### [YOUR INSTRUCTIONS]
When you respond, write out each entry exactly as it stands.

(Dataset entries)
:::

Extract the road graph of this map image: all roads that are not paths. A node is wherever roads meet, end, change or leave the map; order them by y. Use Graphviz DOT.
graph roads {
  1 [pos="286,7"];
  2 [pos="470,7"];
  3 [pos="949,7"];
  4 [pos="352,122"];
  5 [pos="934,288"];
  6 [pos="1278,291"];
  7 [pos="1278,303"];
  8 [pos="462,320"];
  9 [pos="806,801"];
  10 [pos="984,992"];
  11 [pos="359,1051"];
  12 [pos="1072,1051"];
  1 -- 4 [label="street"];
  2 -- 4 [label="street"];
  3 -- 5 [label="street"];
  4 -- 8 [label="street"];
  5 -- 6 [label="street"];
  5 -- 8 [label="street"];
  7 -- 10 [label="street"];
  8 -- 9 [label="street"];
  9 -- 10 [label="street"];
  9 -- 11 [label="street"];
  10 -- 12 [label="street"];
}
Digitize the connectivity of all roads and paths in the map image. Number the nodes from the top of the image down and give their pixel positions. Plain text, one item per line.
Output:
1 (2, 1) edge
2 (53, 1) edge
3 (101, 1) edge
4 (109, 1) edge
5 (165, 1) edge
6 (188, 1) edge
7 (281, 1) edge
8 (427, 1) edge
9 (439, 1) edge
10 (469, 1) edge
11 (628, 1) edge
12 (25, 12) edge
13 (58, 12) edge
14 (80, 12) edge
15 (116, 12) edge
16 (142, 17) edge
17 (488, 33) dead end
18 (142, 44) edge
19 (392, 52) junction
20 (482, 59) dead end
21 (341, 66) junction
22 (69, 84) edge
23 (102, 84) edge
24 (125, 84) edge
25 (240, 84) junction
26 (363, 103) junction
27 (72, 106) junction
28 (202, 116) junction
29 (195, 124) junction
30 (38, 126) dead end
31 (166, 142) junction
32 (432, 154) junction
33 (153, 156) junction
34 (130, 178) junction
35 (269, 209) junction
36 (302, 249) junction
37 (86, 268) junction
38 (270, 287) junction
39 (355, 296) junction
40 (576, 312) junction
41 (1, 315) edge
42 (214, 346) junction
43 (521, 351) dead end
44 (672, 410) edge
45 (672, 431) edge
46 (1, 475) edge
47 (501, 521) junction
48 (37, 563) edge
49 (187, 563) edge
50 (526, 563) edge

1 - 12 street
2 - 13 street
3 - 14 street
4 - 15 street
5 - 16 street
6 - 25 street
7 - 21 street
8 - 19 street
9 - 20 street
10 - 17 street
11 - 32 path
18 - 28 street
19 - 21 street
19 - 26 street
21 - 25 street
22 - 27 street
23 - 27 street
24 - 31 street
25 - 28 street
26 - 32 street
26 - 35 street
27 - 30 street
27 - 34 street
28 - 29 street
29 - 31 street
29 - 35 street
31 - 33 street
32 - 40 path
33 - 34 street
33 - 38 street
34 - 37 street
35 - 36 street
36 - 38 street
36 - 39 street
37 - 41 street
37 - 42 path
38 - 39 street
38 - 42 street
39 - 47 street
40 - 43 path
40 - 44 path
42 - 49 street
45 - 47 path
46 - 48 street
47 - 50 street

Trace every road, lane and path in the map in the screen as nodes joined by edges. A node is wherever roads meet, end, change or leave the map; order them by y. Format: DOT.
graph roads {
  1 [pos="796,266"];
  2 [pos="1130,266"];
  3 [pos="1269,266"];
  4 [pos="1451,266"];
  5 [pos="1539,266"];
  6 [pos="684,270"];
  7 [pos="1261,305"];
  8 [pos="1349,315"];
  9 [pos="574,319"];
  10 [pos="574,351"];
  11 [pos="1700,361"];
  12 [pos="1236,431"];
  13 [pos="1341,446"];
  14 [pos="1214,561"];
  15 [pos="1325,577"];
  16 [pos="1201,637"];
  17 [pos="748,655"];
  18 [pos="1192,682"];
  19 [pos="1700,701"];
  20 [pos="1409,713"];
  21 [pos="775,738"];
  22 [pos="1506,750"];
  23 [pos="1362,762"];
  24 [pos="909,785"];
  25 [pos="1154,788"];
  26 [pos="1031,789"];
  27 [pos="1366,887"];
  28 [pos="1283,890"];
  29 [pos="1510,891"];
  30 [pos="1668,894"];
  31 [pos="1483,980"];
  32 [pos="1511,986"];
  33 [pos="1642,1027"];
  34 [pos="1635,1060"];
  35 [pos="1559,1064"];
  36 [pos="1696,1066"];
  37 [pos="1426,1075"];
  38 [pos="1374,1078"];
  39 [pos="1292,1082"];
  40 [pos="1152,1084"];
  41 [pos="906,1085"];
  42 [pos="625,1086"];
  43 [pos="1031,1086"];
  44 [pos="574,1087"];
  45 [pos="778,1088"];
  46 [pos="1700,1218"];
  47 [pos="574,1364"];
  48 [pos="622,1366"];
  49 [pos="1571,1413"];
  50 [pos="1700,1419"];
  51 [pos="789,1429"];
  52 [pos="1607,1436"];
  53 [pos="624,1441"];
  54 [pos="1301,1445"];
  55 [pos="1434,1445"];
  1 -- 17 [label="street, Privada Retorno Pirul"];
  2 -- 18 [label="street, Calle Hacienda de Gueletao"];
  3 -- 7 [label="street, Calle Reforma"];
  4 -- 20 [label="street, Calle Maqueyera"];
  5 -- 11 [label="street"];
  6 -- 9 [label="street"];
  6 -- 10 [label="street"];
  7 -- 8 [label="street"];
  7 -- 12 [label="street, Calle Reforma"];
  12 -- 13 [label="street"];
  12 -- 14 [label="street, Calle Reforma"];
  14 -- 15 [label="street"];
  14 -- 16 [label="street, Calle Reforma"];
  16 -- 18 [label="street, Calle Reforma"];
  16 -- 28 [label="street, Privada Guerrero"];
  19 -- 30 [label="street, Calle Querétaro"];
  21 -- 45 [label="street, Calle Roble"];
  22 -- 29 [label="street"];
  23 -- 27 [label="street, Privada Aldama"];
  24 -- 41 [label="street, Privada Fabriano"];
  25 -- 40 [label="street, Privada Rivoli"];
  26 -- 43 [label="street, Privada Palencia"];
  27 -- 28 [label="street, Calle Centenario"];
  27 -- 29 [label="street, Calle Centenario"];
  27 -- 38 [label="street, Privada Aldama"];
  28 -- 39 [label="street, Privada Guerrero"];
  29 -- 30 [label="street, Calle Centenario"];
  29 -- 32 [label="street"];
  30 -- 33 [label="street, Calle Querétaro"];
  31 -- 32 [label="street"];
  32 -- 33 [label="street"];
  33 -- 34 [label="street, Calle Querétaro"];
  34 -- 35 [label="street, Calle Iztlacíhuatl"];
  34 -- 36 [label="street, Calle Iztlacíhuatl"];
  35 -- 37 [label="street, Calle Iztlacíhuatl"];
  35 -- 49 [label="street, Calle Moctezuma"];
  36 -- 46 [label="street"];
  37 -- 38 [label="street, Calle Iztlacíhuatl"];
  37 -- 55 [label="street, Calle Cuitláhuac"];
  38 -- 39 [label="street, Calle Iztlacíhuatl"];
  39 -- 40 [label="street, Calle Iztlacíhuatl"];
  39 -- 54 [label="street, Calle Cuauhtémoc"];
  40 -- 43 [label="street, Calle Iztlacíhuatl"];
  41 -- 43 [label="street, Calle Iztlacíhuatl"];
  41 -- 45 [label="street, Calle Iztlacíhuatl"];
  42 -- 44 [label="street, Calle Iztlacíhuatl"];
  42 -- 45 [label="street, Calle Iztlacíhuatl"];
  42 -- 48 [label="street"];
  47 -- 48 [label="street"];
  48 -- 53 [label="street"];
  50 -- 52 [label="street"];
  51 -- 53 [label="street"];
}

:::

### [WRITTEN RESPONSE]
Extract the road graph of this map image: all roads that are not paths. A node is wherever roads meet, end, change or leave the map; order them by y. Use Graphviz DOT.
graph roads {
  1 [pos="286,7"];
  2 [pos="470,7"];
  3 [pos="949,7"];
  4 [pos="352,122"];
  5 [pos="934,288"];
  6 [pos="1278,291"];
  7 [pos="1278,303"];
  8 [pos="462,320"];
  9 [pos="806,801"];
  10 [pos="984,992"];
  11 [pos="359,1051"];
  12 [pos="1072,1051"];
  1 -- 4 [label="street"];
  2 -- 4 [label="street"];
  3 -- 5 [label="street"];
  4 -- 8 [label="street"];
  5 -- 6 [label="street"];
  5 -- 8 [label="street"];
  7 -- 10 [label="street"];
  8 -- 9 [label="street"];
  9 -- 10 [label="street"];
  9 -- 11 [label="street"];
  10 -- 12 [label="street"];
}
Digitize the connectivity of all roads and paths in the map image. Number the nodes from the top of the image down and give their pixel positions. Plain text, one item per line.
Output:
1 (2, 1) edge
2 (53, 1) edge
3 (101, 1) edge
4 (109, 1) edge
5 (165, 1) edge
6 (188, 1) edge
7 (281, 1) edge
8 (427, 1) edge
9 (439, 1) edge
10 (469, 1) edge
11 (628, 1) edge
12 (25, 12) edge
13 (58, 12) edge
14 (80, 12) edge
15 (116, 12) edge
16 (142, 17) edge
17 (488, 33) dead end
18 (142, 44) edge
19 (392, 52) junction
20 (482, 59) dead end
21 (341, 66) junction
22 (69, 84) edge
23 (102, 84) edge
24 (125, 84) edge
25 (240, 84) junction
26 (363, 103) junction
27 (72, 106) junction
28 (202, 116) junction
29 (195, 124) junction
30 (38, 126) dead end
31 (166, 142) junction
32 (432, 154) junction
33 (153, 156) junction
34 (130, 178) junction
35 (269, 209) junction
36 (302, 249) junction
37 (86, 268) junction
38 (270, 287) junction
39 (355, 296) junction
40 (576, 312) junction
41 (1, 315) edge
42 (214, 346) junction
43 (521, 351) dead end
44 (672, 410) edge
45 (672, 431) edge
46 (1, 475) edge
47 (501, 521) junction
48 (37, 563) edge
49 (187, 563) edge
50 (526, 563) edge

1 - 12 street
2 - 13 street
3 - 14 street
4 - 15 street
5 - 16 street
6 - 25 street
7 - 21 street
8 - 19 street
9 - 20 street
10 - 17 street
11 - 32 path
18 - 28 street
19 - 21 street
19 - 26 street
21 - 25 street
22 - 27 street
23 - 27 street
24 - 31 street
25 - 28 street
26 - 32 street
26 - 35 street
27 - 30 street
27 - 34 street
28 - 29 street
29 - 31 street
29 - 35 street
31 - 33 street
32 - 40 path
33 - 34 street
33 - 38 street
34 - 37 street
35 - 36 street
36 - 38 street
36 - 39 street
37 - 41 street
37 - 42 path
38 - 39 street
38 - 42 street
39 - 47 street
40 - 43 path
40 - 44 path
42 - 49 street
45 - 47 path
46 - 48 street
47 - 50 street

Trace every road, lane and path in the map in the screen as nodes joined by edges. A node is wherever roads meet, end, change or leave the map; order them by y. Format: DOT.
graph roads {
  1 [pos="796,266"];
  2 [pos="1130,266"];
  3 [pos="1269,266"];
  4 [pos="1451,266"];
  5 [pos="1539,266"];
  6 [pos="684,270"];
  7 [pos="1261,305"];
  8 [pos="1349,315"];
  9 [pos="574,319"];
  10 [pos="574,351"];
  11 [pos="1700,361"];
  12 [pos="1236,431"];
  13 [pos="1341,446"];
  14 [pos="1214,561"];
  15 [pos="1325,577"];
  16 [pos="1201,637"];
  17 [pos="748,655"];
  18 [pos="1192,682"];
  19 [pos="1700,701"];
  20 [pos="1409,713"];
  21 [pos="775,738"];
  22 [pos="1506,750"];
  23 [pos="1362,762"];
  24 [pos="909,785"];
  25 [pos="1154,788"];
  26 [pos="1031,789"];
  27 [pos="1366,887"];
  28 [pos="1283,890"];
  29 [pos="1510,891"];
  30 [pos="1668,894"];
  31 [pos="1483,980"];
  32 [pos="1511,986"];
  33 [pos="1642,1027"];
  34 [pos="1635,1060"];
  35 [pos="1559,1064"];
  36 [pos="1696,1066"];
  37 [pos="1426,1075"];
  38 [pos="1374,1078"];
  39 [pos="1292,1082"];
  40 [pos="1152,1084"];
  41 [pos="906,1085"];
  42 [pos="625,1086"];
  43 [pos="1031,1086"];
  44 [pos="574,1087"];
  45 [pos="778,1088"];
  46 [pos="1700,1218"];
  47 [pos="574,1364"];
  48 [pos="622,1366"];
  49 [pos="1571,1413"];
  50 [pos="1700,1419"];
  51 [pos="789,1429"];
  52 [pos="1607,1436"];
  53 [pos="624,1441"];
  54 [pos="1301,1445"];
  55 [pos="1434,1445"];
  1 -- 17 [label="street, Privada Retorno Pirul"];
  2 -- 18 [label="street, Calle Hacienda de Gueletao"];
  3 -- 7 [label="street, Calle Reforma"];
  4 -- 20 [label="street, Calle Maqueyera"];
  5 -- 11 [label="street"];
  6 -- 9 [label="street"];
  6 -- 10 [label="street"];
  7 -- 8 [label="street"];
  7 -- 12 [label="street, Calle Reforma"];
  12 -- 13 [label="street"];
  12 -- 14 [label="street, Calle Reforma"];
  14 -- 15 [label="street"];
  14 -- 16 [label="street, Calle Reforma"];
  16 -- 18 [label="street, Calle Reforma"];
  16 -- 28 [label="street, Privada Guerrero"];
  19 -- 30 [label="street, Calle Querétaro"];
  21 -- 45 [label="street, Calle Roble"];
  22 -- 29 [label="street"];
  23 -- 27 [label="street, Privada Aldama"];
  24 -- 41 [label="street, Privada Fabriano"];
  25 -- 40 [label="street, Privada Rivoli"];
  26 -- 43 [label="street, Privada Palencia"];
  27 -- 28 [label="street, Calle Centenario"];
  27 -- 29 [label="street, Calle Centenario"];
  27 -- 38 [label="street, Privada Aldama"];
  28 -- 39 [label="street, Privada Guerrero"];
  29 -- 30 [label="street, Calle Centenario"];
  29 -- 32 [label="street"];
  30 -- 33 [label="street, Calle Querétaro"];
  31 -- 32 [label="street"];
  32 -- 33 [label="street"];
  33 -- 34 [label="street, Calle Querétaro"];
  34 -- 35 [label="street, Calle Iztlacíhuatl"];
  34 -- 36 [label="street, Calle Iztlacíhuatl"];
  35 -- 37 [label="street, Calle Iztlacíhuatl"];
  35 -- 49 [label="street, Calle Moctezuma"];
  36 -- 46 [label="street"];
  37 -- 38 [label="street, Calle Iztlacíhuatl"];
  37 -- 55 [label="street, Calle Cuitláhuac"];
  38 -- 39 [label="street, Calle Iztlacíhuatl"];
  39 -- 40 [label="street, Calle Iztlacíhuatl"];
  39 -- 54 [label="street, Calle Cuauhtémoc"];
  40 -- 43 [label="street, Calle Iztlacíhuatl"];
  41 -- 43 [label="street, Calle Iztlacíhuatl"];
  41 -- 45 [label="street, Calle Iztlacíhuatl"];
  42 -- 44 [label="street, Calle Iztlacíhuatl"];
  42 -- 45 [label="street, Calle Iztlacíhuatl"];
  42 -- 48 [label="street"];
  47 -- 48 [label="street"];
  48 -- 53 [label="street"];
  50 -- 52 [label="street"];
  51 -- 53 [label="street"];
}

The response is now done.